● **RECORDED DATA**:
-.-.-

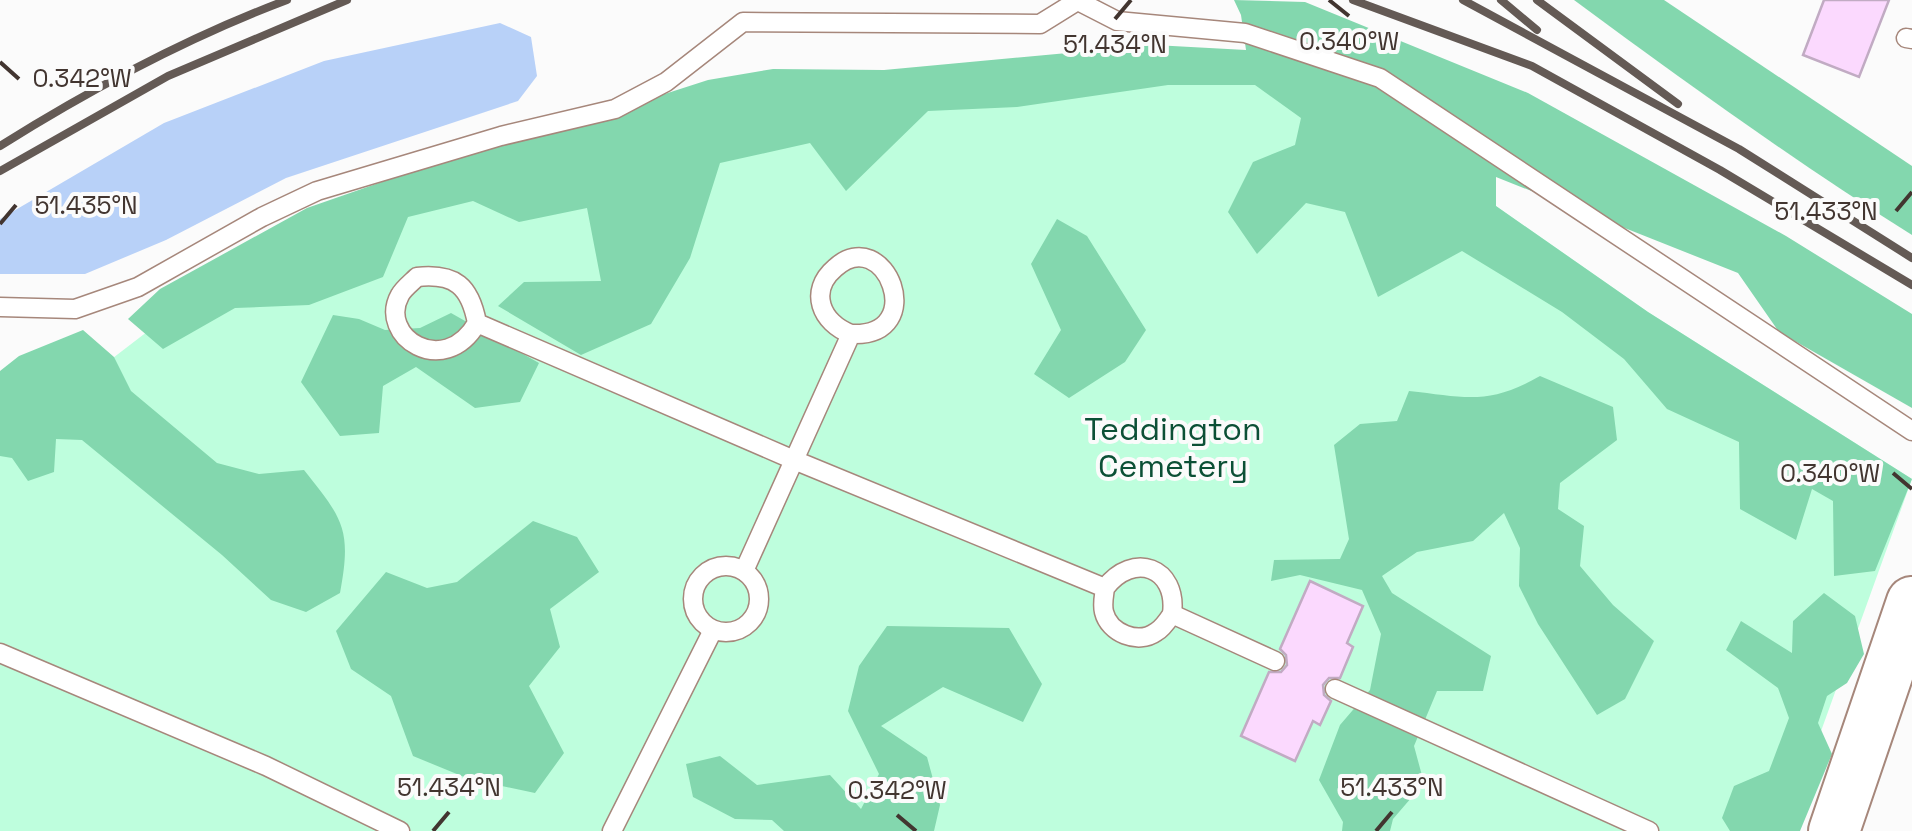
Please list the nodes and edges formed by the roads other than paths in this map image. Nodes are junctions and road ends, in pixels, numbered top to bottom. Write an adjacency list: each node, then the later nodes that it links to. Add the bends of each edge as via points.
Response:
1 (1077, 1): 2 (lane, via 1040,24 743,22 666,82 615,109 318,191 138,288 75,309); 5 (lane, via 1117,21 1245,34 1380,78)
2 (0, 307)
3 (477, 324): 3 (lane, via 473,302 459,283 438,275 417,277 398,296 396,322 427,351 452,349); 6 (lane)
4 (851, 334): 4 (lane, via 823,314 819,295 824,277 840,263 867,260 889,275 896,302 890,317 870,332); 6 (lane)
5 (1912, 431)
6 (794, 460): 7 (lane); 8 (lane)
7 (744, 571): 11 (lane, via 758,590 758,613 740,629); 11 (lane, via 711,568 698,580 696,614)
8 (1105, 588): 10 (lane, via 1130,567 1152,569 1171,589); 10 (lane, via 1106,620 1132,638 1159,631)
9 (1912, 602): 18 (main road)
10 (1172, 614): 13 (lane)
11 (713, 630): 16 (lane)
12 (0, 653): 15 (lane)
13 (1274, 661)
14 (1335, 689): 17 (lane)
15 (400, 831)
16 (612, 831)
17 (1649, 831)
18 (1834, 831)

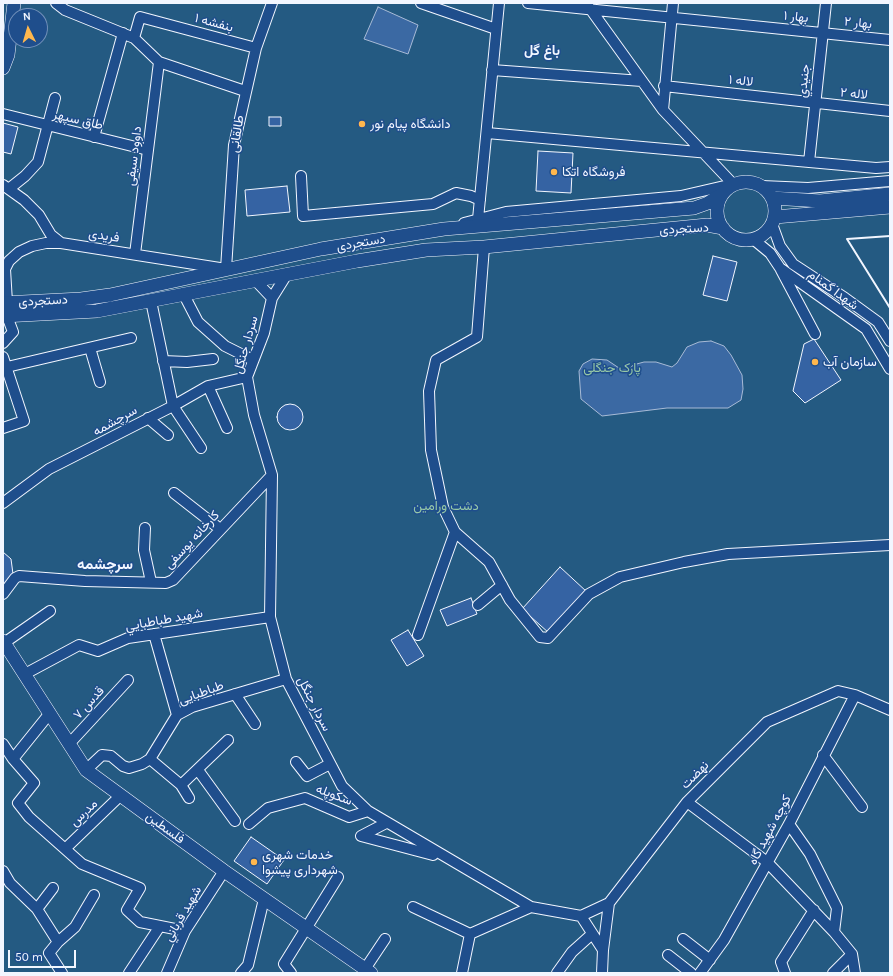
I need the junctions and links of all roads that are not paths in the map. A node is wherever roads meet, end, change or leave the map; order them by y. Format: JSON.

-.-.-

Across the entries above, find the lines with the string "that" and copy them.

● **SOLUTION TO THIS TASK**:
Please list the nodes and edges formed by the roads other than paths in this map image. Nodes are junctions and road ends, in pixels, numbered top to bottom. Write an adjacency list: each node, then the later nodes that it links to. Add the bends of each edge as via points.
I need the junctions and links of all roads that are not paths in the map. A node is wherever roads meet, end, change or leave the map; order them by y. Format: JSON.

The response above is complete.